Somsak Techaratanaprasert, a spokesman for the film’s production company, Sahamongkol, held a press conference and stated that the film would be completed on time for its scheduled release on December 5th.
Prachya Pinkaew, director of the original ONG BAK confirmed that he will be stepping in to complete what remains of the shoot and edit the entire footage.
“Jaa has little experience directing,” said Pinkaew. “He’s spent nearly $7.8 million. The film is almost finished, so I’ll try to see what I can do with the footage that he’s shot.”
Meanwhile, rumors have been flying around in the Thai media speculating on reasons for Jaa’s absence since June. Techaratanaprasert put to rest suggestions that the star had run away with the film’s investment capital.
“I guarantee that this is not a case of financial fraud, and I have no intention of pursuing any legal action against him,” Techaratanaprasert said. “We’re running behind schedule, and some of our international contracts have been cancelled because of that. I know he loves this film very much, so I just want him to finish the film because there’s only a little work left.”
Jaa’s family have reportedly come forth to suggest that the star has been under great stress and literally retreated into the jungle. Fans of Jaa who are familiar with his background will know that he was raised in a rural part of North Eastern Thailand where he and his family raised elephants.
In other words, Jaa has pulled a Dave Chappelle. Chappelle is the popular American comedian who, at the height of his fame, abruptly walked off the set of his hit Comedy Central series in 2005 to retreat in South Africa. He eventually cited stress and disagreements with the show’s producers as reasons.
What makes this situation far worse is that Jaa was the star and the director of a feature film so all production literally ground to a halt. Making matters worse, other sources in Thailand are suggesting that Jaa ran the film way over budget. I haven’t confirmed these numbers but the roughly $2.7 million budget approved by the investors may have swelled to as much as $8 million.
Additional rumors suggest misuse of the budget and frustration from Jaa over his contract.
As an outside observer, it looks to me like Jaa took on too much responsibility too quickly and at the wrong time. Unlike many of his Hong Kong peers, Jaa has had a very short rise to superstardom in an industry that lacks the same mature support network of Hong Kong’s once thriving action filmmaking community. It took over 20 years and dozens of movies for Jackie Chan and Sammo Hung to reach the level of international fame that Jaa has managed to claim after only starring in a few movies. Years of working alongside dozens of equally talented stunt actors and filmmakers gave the Hong Kong stars all the time they needed to learn, not only the craft of filmmaking but also the business of it.
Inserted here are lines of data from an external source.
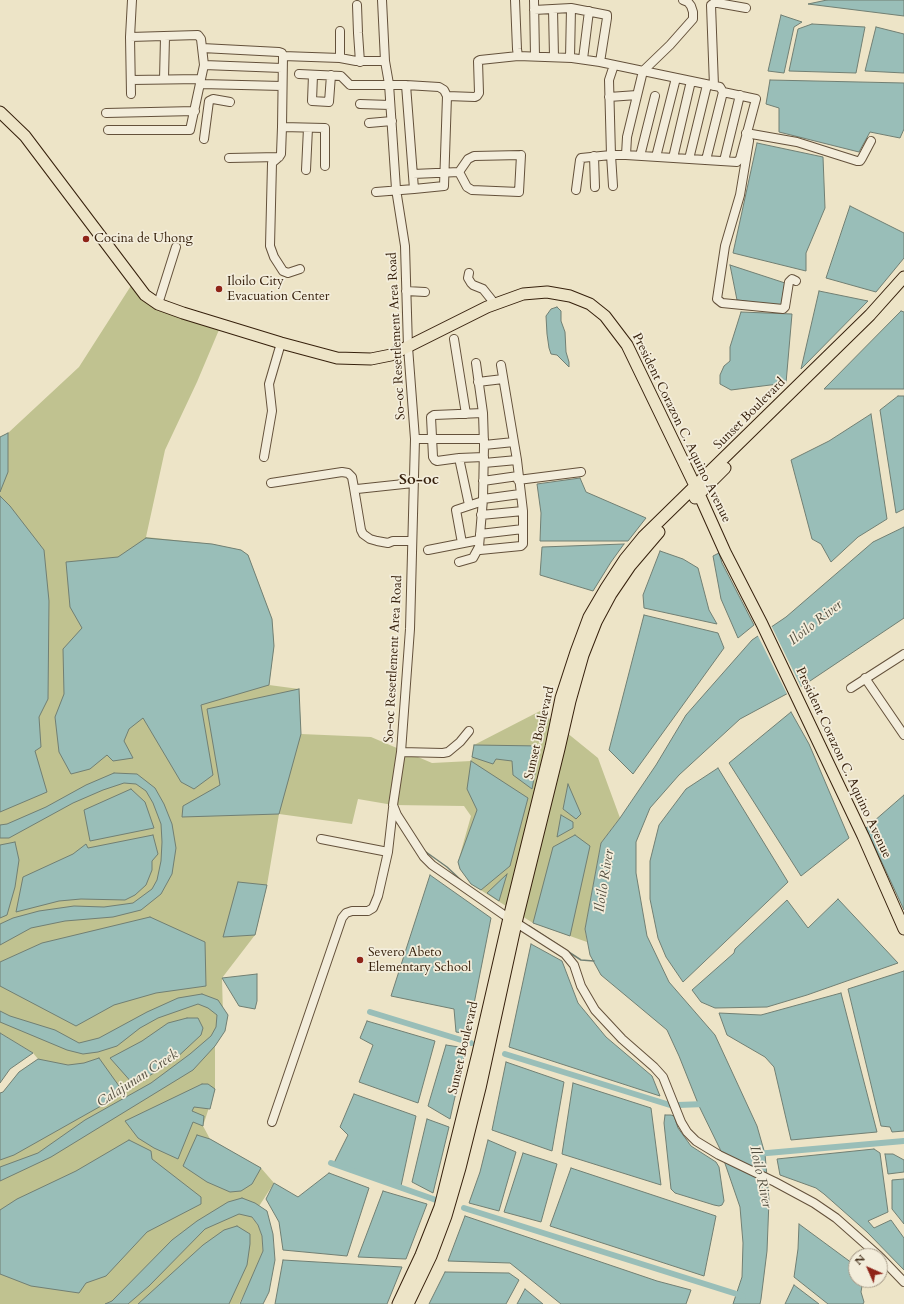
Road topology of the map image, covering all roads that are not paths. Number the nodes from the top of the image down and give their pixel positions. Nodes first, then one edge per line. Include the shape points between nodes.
1 (132, 0) edge
2 (382, 0) edge
3 (515, 0) edge
4 (534, 0) edge
5 (683, 0) edge
6 (357, 5) dead end
7 (571, 8) junction
8 (746, 8) dead end
9 (553, 9) junction
10 (534, 10) junction
11 (589, 11) junction
12 (340, 31) dead end
13 (130, 37) junction
14 (165, 37) junction
15 (202, 48) junction
16 (283, 56) junction
17 (518, 56) junction
18 (535, 56) junction
19 (554, 57) junction
20 (340, 58) junction
21 (570, 58) junction
22 (583, 59) junction
23 (360, 62) junction
24 (385, 62) junction
25 (600, 62) junction
26 (614, 65) junction
27 (204, 66) junction
28 (282, 68) junction
29 (643, 71) junction
30 (299, 74) dead end
31 (313, 75) junction
32 (331, 75) junction
33 (676, 78) junction
34 (164, 79) junction
35 (131, 80) junction
36 (201, 81) junction
37 (691, 81) junction
38 (389, 84) junction
39 (406, 85) junction
40 (710, 85) junction
41 (282, 86) junction
42 (723, 92) junction
43 (132, 94) dead end
44 (637, 95) junction
45 (740, 95) junction
46 (447, 96) junction
47 (655, 96) dead end
48 (609, 97) junction
49 (230, 102) dead end
50 (360, 104) dead end
51 (390, 105) junction
52 (195, 111) junction
53 (0, 112) edge
54 (106, 113) dead end
55 (392, 121) junction
56 (369, 123) dead end
57 (282, 127) junction
58 (308, 128) junction
59 (108, 130) dead end
60 (748, 134) junction
61 (204, 139) dead end
62 (870, 141) dead end
63 (610, 155) junction
64 (626, 155) junction
65 (279, 156) junction
66 (594, 156) junction
67 (640, 156) junction
68 (656, 157) junction
69 (229, 158) dead end
70 (673, 158) junction
71 (689, 159) junction
72 (706, 160) junction
73 (724, 161) junction
74 (324, 166) dead end
75 (306, 170) dead end
76 (445, 172) junction
77 (459, 172) junction
78 (413, 174) junction
79 (613, 186) dead end
80 (595, 187) dead end
81 (396, 189) junction
82 (414, 189) junction
83 (576, 190) dead end
84 (376, 192) dead end
85 (176, 247) dead end
86 (300, 269) dead end
87 (469, 273) dead end
88 (904, 277) edge
89 (796, 281) dead end
90 (904, 288) edge
91 (406, 291) junction
92 (425, 292) dead end
93 (886, 303) junction
94 (158, 304) junction
95 (495, 304) junction
96 (454, 339) dead end
97 (281, 343) junction
98 (408, 347) junction
99 (476, 363) dead end
100 (500, 365) dead end
101 (503, 379) junction
102 (478, 382) junction
103 (483, 413) junction
104 (466, 414) junction
105 (432, 439) junction
106 (415, 440) junction
107 (484, 442) junction
108 (514, 442) junction
109 (264, 457) dead end
110 (459, 458) junction
111 (484, 460) junction
112 (517, 460) junction
113 (581, 472) dead end
114 (518, 478) junction
115 (483, 481) junction
116 (271, 483) dead end
117 (413, 483) junction
118 (354, 488) junction
119 (697, 491) junction
120 (520, 494) junction
121 (483, 500) junction
122 (469, 505) junction
123 (523, 511) junction
124 (481, 515) junction
125 (523, 529) junction
126 (479, 540) junction
127 (412, 541) junction
128 (462, 543) junction
129 (428, 550) dead end
130 (459, 562) dead end
131 (904, 654) edge
132 (865, 678) junction
133 (851, 688) dead end
134 (470, 731) dead end
135 (904, 735) edge
136 (401, 752) junction
137 (393, 805) junction
138 (321, 839) dead end
139 (388, 852) junction
140 (512, 920) junction
141 (904, 929) edge
142 (272, 1122) dead end
143 (869, 1248) edge
144 (888, 1266) edge
145 (904, 1282) edge
146 (398, 1304) edge
147 (408, 1304) edge

1 - 13 street
2 - 24 street, So-oc Resettlement Area Road
3 - 17 street
4 - 10 street
5 - 29 street via 691,6 693,19
6 - 23 street
7 - 9 street
7 - 11 street
7 - 21 street
8 - 40 street via 718,3 711,5
9 - 10 street
9 - 19 street
10 - 18 street
11 - 22 street
11 - 25 street via 607,16
12 - 20 street
13 - 14 street
13 - 35 street
14 - 15 street via 198,35
14 - 34 street
15 - 16 street via 279,52
15 - 27 street
16 - 20 street
16 - 28 street
17 - 18 street
17 - 46 street via 478,61 477,96
18 - 19 street
19 - 21 street
20 - 23 street
21 - 22 street
22 - 25 street
23 - 24 street
24 - 38 street, So-oc Resettlement Area Road
25 - 26 street
26 - 29 street
26 - 48 street via 609,80
27 - 28 street
27 - 36 street
28 - 41 street
29 - 33 street
29 - 44 street
30 - 31 street
31 - 32 street
31 - 32 street via 312,101 329,102
32 - 38 street via 341,76 350,85
33 - 37 street
33 - 68 street
34 - 35 street
34 - 36 street
35 - 43 street
36 - 41 street
36 - 52 street
37 - 40 street
37 - 70 street
38 - 39 street
38 - 51 street, So-oc Resettlement Area Road
39 - 46 street via 439,87
39 - 78 street
40 - 42 street via 720,87
40 - 71 street
41 - 57 street
42 - 45 street
42 - 72 street
44 - 48 street
44 - 64 street via 627,137
45 - 60 street via 756,99
45 - 73 street
46 - 76 street
47 - 67 street
48 - 63 street
49 - 61 street via 213,99 209,101
50 - 51 street
51 - 55 street, So-oc Resettlement Area Road
52 - 54 street
52 - 59 street via 190,130
53 - 94 main road, President Corazon C. Aquino Avenue via 25,136 145,295
55 - 56 street
55 - 81 street, So-oc Resettlement Area Road
57 - 58 street
57 - 65 street
58 - 74 street via 326,128
58 - 75 street
60 - 62 street via 797,142 857,161 862,158
60 - 73 street via 739,160
60 - 89 street via 740,195 725,246 717,299 722,303 783,309 790,280
63 - 64 street
63 - 66 street
63 - 79 street
64 - 67 street
65 - 69 street
65 - 86 street via 272,163 270,246 283,271 288,273
66 - 80 street
66 - 83 street via 581,158
67 - 68 street
68 - 70 street
70 - 71 street
71 - 72 street
72 - 73 street
76 - 77 street
76 - 78 street
76 - 82 street via 444,186
77 - 77 street via 467,187 472,190 519,192 521,155 474,156 468,159
78 - 82 street
81 - 82 street
81 - 84 street
81 - 91 street, So-oc Resettlement Area Road via 405,246
85 - 94 street
87 - 95 street via 470,283 483,289
88 - 93 main road, Sunset Boulevard
90 - 93 main road, Sunset Boulevard
91 - 92 street
91 - 98 street, So-oc Resettlement Area Road
93 - 119 main road, Sunset Boulevard via 875,320
94 - 97 main road, President Corazon C. Aquino Avenue
95 - 98 main road, President Corazon C. Aquino Avenue
95 - 119 main road, President Corazon C. Aquino Avenue via 523,294 547,292 570,296 590,304 605,316 627,345
96 - 104 street
97 - 98 main road, President Corazon C. Aquino Avenue via 337,358 371,359 390,355
97 - 109 street via 269,384 272,411
98 - 106 street, So-oc Resettlement Area Road
99 - 102 street
100 - 101 street
101 - 102 street
101 - 108 street
102 - 103 street
103 - 104 street
103 - 107 street
104 - 105 street via 432,416
105 - 106 street
105 - 107 street
105 - 110 street via 435,460
106 - 117 street, So-oc Resettlement Area Road
107 - 108 street
107 - 111 street
108 - 112 street
110 - 111 street
110 - 122 street
111 - 112 street
111 - 115 street
112 - 114 street
113 - 114 street
114 - 115 street
114 - 120 street
115 - 121 street
116 - 118 street via 342,472 352,477
117 - 118 street
117 - 127 street, So-oc Resettlement Area Road
118 - 127 street via 363,534 377,542
119 - 140 main road, Sunset Boulevard via 653,537 630,566 596,622 565,699 558,757
119 - 141 main road, President Corazon C. Aquino Avenue via 863,836
120 - 121 street
120 - 123 street
121 - 122 street
121 - 124 street
122 - 128 street via 455,511
123 - 124 street
123 - 125 street
124 - 126 street
125 - 126 street
125 - 126 street via 521,546 480,550
126 - 128 street
126 - 130 street via 473,558
127 - 136 street, So-oc Resettlement Area Road via 410,629
128 - 129 street
131 - 132 street
132 - 133 street
132 - 135 street
134 - 136 street via 448,752
136 - 137 street, So-oc Resettlement Area Road
137 - 139 street, So-oc Resettlement Area Road
137 - 140 street via 424,856 448,877
138 - 139 street
139 - 142 street, So-oc Resettlement Area Road via 373,908 368,911 352,911 342,918
140 - 143 street via 565,954 574,965 581,986 595,1010 663,1077 681,1122 696,1141 814,1203 836,1218
140 - 146 main road, Sunset Boulevard via 440,1207
140 - 147 main road, Sunset Boulevard via 480,1088 460,1168 444,1223
144 - 145 street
It’s still too early and there is still too little information to accurately project how this will all shake out. It looks fairly certain that ONG BAK 2 will be completed but what becomes of it is anyone’s guess. Uncertainty like this is like the plague to potential buyers. It’s going to hurt overseas sales and distribution.
Artistically speaking, the film will not be the same once Pinkaew gets his hands on it. I can’t say if it will be worse or better. However, that promo footage showed tremendous potential for Jaa to surpass Pinkaew as an action director. Then again, Jaa’s current actions cast doubt on how much involvement he had with the creation of that promo.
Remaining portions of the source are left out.